[Photo: 123RF]
Une conférence hors du commun s’est tenue à Val-d’Or les 13 et 14 juin, ne serait-ce que parce qu’on y a entendu cinq langues : français, anglais, cri, algonquin et inuktitut. Le tout, en parfaite harmonie.
L’événement se tenait sous les auspices d’une organisation historique et unique au Québec, peut-être même au Canada : le Secrétariat aux alliances économiques Nation crie Abitibi-Témiscamingue.
Il est important de le dire et le redire : au-delà des manchettes dévastatrices qui mettent l’accent sur les tensions dans la région, qui existent et il ne faut pas le nier, dans les faits, d’immenses progrès ont été accomplis dans les relations entre les Cris, notamment, et les populations de l’Abitibi-Témiscamingue et de la Jamésie. La conférence en question, intitulée Développement du Nord, en était un exemple éloquent.
On y a discuté de la mise en valeur des différentes ressources, des nombreux projets en cours, de leur acceptabilité sociale et des retombées potentielles pour les régions concernées. En coulisses, on brassait des affaires entre entrepreneurs de toutes origines. Et ce n’est pas nouveau. Les Cris (du côté québécois) sont sur une vigoureuse lancée entrepreneuriale.
Étonnant ? Pas du tout. À l’époque, bien des activistes dans le sud du Québec sont venus à leur défense quand Hydro-Québec fonçait avec ses projets de centrales hydroélectriques à la Baie-James.
Incompréhension
On se rend compte aujourd’hui qu’il y avait surtout de l’incompréhension de part et d’autre. La signature de l’Entente sur la Baie-James et le Nord québécois a marqué un changement fondamental, accordant des droits et des compensations aux communautés autochtones touchées. Et la conclusion de la Paix des Braves, en 2002, a concrétisé ce virage fondamental. On a alors compris que les Cris n’étaient pas foncièrement opposés au développement : ils voulaient seulement s’assurer qu’ils en recevraient aux aussi les bénéfices.

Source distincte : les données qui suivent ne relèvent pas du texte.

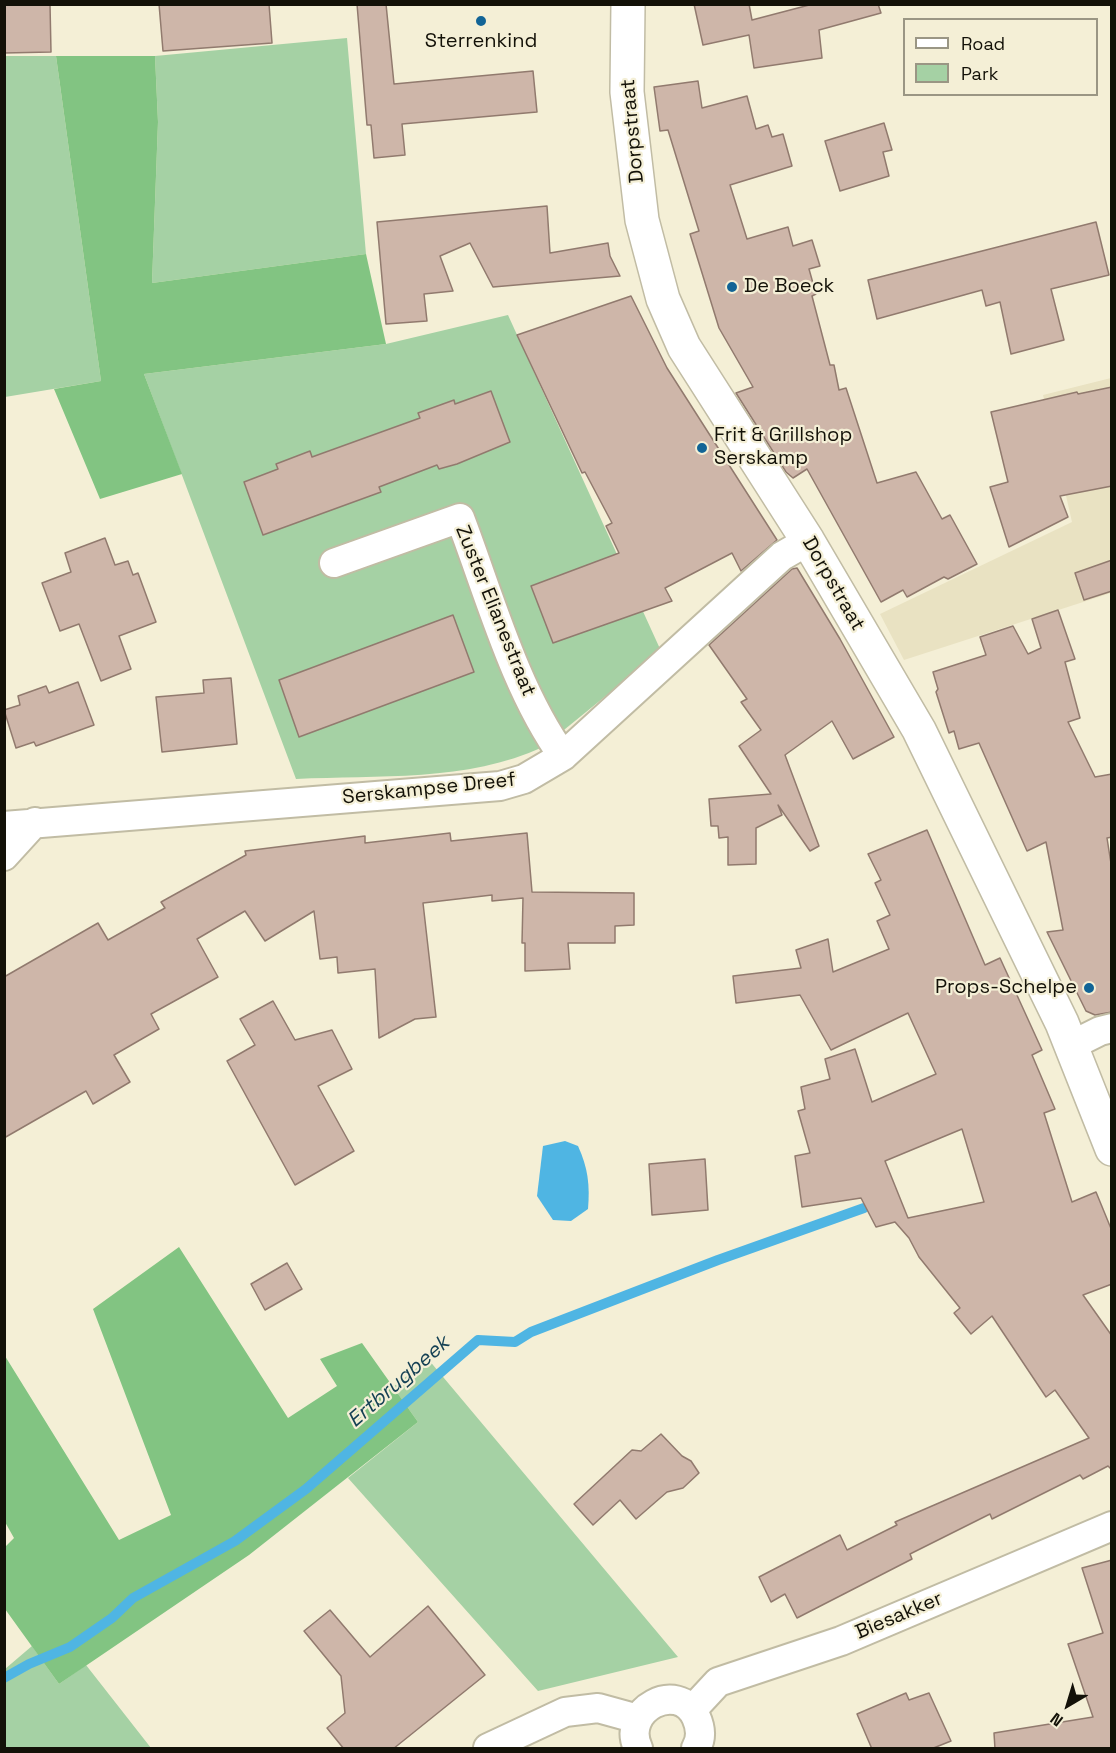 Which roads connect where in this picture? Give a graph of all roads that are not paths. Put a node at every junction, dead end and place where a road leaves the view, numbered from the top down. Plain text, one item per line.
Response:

Deux personnalités, visionnaires, ont été les joueurs clé dans le cheminement qui a mené à la Paix des Braves, dont on mesure aujourd’hui toute la résonnance : Bernard Landry, alors premier ministre du Québec, et le Dr Ted Moses, alors Grand chef du Grand conseil des Cris. La poignée de main entre les deux, au motel l’Escale, à Val D’Or à l’automne 2002, a fait époque. Elle signalait une nouvelle ère dont l’Abitibi et la Jamésie profitent autant que les communautés de la Baie-James. Le Québec reconnaissait alors le principe du partage des retombées économiques.
Le Dr Moses est aujourd’hui, entre autres, président du conseil du Secrétariat aux alliances économiques Nation crie Abitibi-Témiscamingue. C’est précisément qui se retrouve au coeur de cette exceptionnelle jonction entre entrepreneurs cris, abitibiens et jamésiens.
« En 2002, l’entente de la Paix des Braves attribuait pour 450 millions de dollars de travaux aux Cris, rappelle-t-il, mais il fallait que nous soyons en mesure de répondre aux normes d’Hydro-Québec. » Les Cris ont bien répondu, se sont formés, équipés, et créés entre autres des entreprises de transport et de construction. Efficacement. « Nous avons ainsi démontré la maturité de notre nation, qui adhère à l’idée du développement économique pourvu qu’elle y trouve son compte, dit-il. Et que nous puissions offrir des emplois à nos jeunes. »
Les partenariats se multiplient
Les Cris sont aujourd’hui actifs dans bien des secteurs au-delà de ce qu’on pourrait imaginer. Oui, Air Creebec porte bien son nom, cette société qui offre aujourd’hui des vols vers 16 destinations tant en Ontario qu’au Québec, dont vers Montréal, à partir de sa base de Val d’Or. Fait à noter, son premier président, le regretté Billy Diamond, a joué un rôle important dans la conclusion de l’Accord de la Baie-James et du Nord québécois, en 1975, dont il a été un des signataires.
Mais qui sait qu’ils sont aussi actifs dans l’immobilier, propriétaires à 50 % du Quality Inn de Val-d’Or, avec un deuxième projet à Val d’Or et un autre à Kanata, en Ontario ? Que ces derniers relèvent d’un des filiales de l’entreprise Tawich Development Corporation, qui en compte neuf autres, actives autant en construction qu’en télécommunications, et qui appartient à 100 % à la nation crie de Wemindji ?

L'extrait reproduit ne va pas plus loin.